WORK ITEM: Report the count of lines containing the word "Expressway" in these records, with no other text.

THE DATA:
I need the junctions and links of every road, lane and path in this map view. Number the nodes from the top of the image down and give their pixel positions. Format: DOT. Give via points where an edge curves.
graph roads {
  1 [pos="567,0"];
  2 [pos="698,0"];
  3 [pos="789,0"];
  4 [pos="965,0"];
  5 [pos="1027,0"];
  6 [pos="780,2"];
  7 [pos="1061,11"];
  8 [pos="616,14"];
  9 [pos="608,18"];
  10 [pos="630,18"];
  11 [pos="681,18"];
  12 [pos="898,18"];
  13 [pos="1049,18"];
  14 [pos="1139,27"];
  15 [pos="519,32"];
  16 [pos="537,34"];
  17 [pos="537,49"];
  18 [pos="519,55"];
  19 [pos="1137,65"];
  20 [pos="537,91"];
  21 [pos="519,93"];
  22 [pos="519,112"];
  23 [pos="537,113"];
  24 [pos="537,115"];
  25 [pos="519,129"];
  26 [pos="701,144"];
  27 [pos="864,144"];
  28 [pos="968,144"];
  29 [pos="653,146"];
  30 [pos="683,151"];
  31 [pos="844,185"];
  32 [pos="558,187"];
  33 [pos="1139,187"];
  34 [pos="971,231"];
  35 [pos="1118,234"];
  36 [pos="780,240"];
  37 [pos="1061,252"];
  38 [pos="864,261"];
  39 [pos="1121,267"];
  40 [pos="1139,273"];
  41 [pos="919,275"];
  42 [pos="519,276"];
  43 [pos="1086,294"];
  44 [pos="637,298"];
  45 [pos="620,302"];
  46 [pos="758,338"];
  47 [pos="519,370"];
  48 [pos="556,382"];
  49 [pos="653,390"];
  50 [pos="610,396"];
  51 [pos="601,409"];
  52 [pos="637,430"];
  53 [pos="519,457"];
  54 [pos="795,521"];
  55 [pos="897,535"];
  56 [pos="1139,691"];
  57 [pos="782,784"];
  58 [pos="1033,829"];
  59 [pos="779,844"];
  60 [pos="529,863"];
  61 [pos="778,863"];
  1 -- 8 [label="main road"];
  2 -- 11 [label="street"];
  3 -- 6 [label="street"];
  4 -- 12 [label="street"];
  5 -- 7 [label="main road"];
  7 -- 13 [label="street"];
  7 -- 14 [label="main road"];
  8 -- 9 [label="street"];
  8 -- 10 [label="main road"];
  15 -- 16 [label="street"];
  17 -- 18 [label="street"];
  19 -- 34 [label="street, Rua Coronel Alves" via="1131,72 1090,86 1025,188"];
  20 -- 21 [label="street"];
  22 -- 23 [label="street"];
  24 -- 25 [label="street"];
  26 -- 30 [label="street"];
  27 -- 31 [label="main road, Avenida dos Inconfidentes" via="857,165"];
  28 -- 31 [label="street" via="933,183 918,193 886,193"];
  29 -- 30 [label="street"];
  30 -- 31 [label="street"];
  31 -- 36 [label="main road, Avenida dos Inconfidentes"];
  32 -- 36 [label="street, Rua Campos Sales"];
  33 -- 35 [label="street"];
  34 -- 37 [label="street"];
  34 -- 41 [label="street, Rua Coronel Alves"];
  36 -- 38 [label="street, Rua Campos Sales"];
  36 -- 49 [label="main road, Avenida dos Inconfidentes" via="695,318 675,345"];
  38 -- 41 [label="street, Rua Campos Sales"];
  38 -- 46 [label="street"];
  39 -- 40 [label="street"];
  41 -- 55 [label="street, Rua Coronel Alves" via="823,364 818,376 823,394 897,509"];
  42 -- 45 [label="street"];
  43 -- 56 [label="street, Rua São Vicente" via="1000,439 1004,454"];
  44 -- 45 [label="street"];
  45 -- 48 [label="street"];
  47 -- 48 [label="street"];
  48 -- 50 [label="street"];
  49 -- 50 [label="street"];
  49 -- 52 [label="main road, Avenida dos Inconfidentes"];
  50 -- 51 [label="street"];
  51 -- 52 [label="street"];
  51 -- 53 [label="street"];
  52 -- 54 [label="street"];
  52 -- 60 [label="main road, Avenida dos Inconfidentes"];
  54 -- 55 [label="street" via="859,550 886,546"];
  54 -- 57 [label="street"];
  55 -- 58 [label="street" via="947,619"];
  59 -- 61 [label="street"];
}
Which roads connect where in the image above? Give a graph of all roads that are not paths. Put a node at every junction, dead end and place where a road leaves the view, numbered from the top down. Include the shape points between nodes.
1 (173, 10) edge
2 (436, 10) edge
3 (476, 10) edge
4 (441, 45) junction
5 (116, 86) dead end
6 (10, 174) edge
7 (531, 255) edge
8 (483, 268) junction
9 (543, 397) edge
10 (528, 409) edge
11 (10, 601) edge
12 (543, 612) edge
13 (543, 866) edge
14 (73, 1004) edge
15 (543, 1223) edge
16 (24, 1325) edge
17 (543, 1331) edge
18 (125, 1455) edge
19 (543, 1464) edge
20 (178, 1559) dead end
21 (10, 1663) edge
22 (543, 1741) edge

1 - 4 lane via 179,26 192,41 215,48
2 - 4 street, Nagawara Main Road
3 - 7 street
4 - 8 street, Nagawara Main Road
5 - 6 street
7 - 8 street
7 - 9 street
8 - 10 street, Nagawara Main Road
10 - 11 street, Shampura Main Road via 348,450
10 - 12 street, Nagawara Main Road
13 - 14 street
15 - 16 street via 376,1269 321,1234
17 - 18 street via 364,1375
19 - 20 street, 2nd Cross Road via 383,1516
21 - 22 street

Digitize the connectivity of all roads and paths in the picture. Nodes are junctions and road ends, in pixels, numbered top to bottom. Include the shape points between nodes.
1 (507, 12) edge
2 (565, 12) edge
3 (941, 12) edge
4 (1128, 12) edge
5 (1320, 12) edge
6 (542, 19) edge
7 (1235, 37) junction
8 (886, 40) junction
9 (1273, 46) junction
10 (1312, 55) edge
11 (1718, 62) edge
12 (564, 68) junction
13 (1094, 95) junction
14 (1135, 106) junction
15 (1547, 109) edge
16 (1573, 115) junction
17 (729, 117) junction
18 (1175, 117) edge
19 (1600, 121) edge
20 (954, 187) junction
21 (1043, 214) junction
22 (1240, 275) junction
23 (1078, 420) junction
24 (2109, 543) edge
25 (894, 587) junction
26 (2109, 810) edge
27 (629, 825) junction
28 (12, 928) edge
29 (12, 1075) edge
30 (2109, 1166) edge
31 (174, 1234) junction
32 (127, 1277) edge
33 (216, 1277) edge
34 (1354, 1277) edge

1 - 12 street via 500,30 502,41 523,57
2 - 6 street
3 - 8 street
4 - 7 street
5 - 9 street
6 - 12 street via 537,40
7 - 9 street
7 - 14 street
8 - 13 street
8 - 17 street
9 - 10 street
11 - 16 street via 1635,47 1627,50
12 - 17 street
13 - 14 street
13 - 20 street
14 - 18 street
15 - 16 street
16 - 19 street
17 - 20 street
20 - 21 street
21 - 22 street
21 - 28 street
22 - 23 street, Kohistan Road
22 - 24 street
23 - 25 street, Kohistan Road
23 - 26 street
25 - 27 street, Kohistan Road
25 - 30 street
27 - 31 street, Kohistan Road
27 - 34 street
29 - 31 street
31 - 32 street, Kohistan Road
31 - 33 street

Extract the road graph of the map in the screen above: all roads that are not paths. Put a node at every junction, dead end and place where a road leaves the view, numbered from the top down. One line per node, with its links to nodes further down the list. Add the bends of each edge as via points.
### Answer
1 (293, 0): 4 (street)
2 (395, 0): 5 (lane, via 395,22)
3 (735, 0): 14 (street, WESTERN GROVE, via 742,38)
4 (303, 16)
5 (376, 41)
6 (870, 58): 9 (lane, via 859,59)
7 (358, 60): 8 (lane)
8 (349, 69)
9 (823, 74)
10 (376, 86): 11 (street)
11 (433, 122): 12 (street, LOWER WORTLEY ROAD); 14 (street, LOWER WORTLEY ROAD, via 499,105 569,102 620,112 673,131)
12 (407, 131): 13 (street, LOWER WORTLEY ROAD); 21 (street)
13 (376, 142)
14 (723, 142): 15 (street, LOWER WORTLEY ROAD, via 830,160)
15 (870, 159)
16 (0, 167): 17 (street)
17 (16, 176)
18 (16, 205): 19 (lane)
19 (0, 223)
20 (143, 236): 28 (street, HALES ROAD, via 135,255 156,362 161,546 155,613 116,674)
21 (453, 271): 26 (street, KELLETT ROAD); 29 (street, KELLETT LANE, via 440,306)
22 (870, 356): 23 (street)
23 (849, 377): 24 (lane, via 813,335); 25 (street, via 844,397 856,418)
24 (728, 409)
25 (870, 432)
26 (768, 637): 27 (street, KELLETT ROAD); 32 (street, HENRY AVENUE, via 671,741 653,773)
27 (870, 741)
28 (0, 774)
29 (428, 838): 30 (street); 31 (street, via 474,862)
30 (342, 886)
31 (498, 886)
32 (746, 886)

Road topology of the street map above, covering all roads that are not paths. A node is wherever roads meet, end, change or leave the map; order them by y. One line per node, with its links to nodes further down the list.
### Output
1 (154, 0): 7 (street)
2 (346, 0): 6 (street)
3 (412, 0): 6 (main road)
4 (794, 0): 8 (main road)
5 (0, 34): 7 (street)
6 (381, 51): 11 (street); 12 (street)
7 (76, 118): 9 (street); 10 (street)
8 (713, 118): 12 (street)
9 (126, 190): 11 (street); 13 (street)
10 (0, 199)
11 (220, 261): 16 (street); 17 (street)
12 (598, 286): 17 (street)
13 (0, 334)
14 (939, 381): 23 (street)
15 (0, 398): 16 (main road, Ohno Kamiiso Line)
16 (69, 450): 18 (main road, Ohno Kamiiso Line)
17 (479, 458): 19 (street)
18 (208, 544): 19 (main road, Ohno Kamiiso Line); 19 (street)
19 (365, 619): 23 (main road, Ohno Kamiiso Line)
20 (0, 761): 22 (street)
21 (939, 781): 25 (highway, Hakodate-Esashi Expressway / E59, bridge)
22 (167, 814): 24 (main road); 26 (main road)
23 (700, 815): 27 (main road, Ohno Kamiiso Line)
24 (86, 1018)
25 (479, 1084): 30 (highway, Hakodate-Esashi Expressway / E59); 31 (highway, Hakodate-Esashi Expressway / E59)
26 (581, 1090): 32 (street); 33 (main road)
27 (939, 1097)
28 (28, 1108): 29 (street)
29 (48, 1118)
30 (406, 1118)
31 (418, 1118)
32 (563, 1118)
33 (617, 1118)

ANSWER TO THE PROBLEM: 2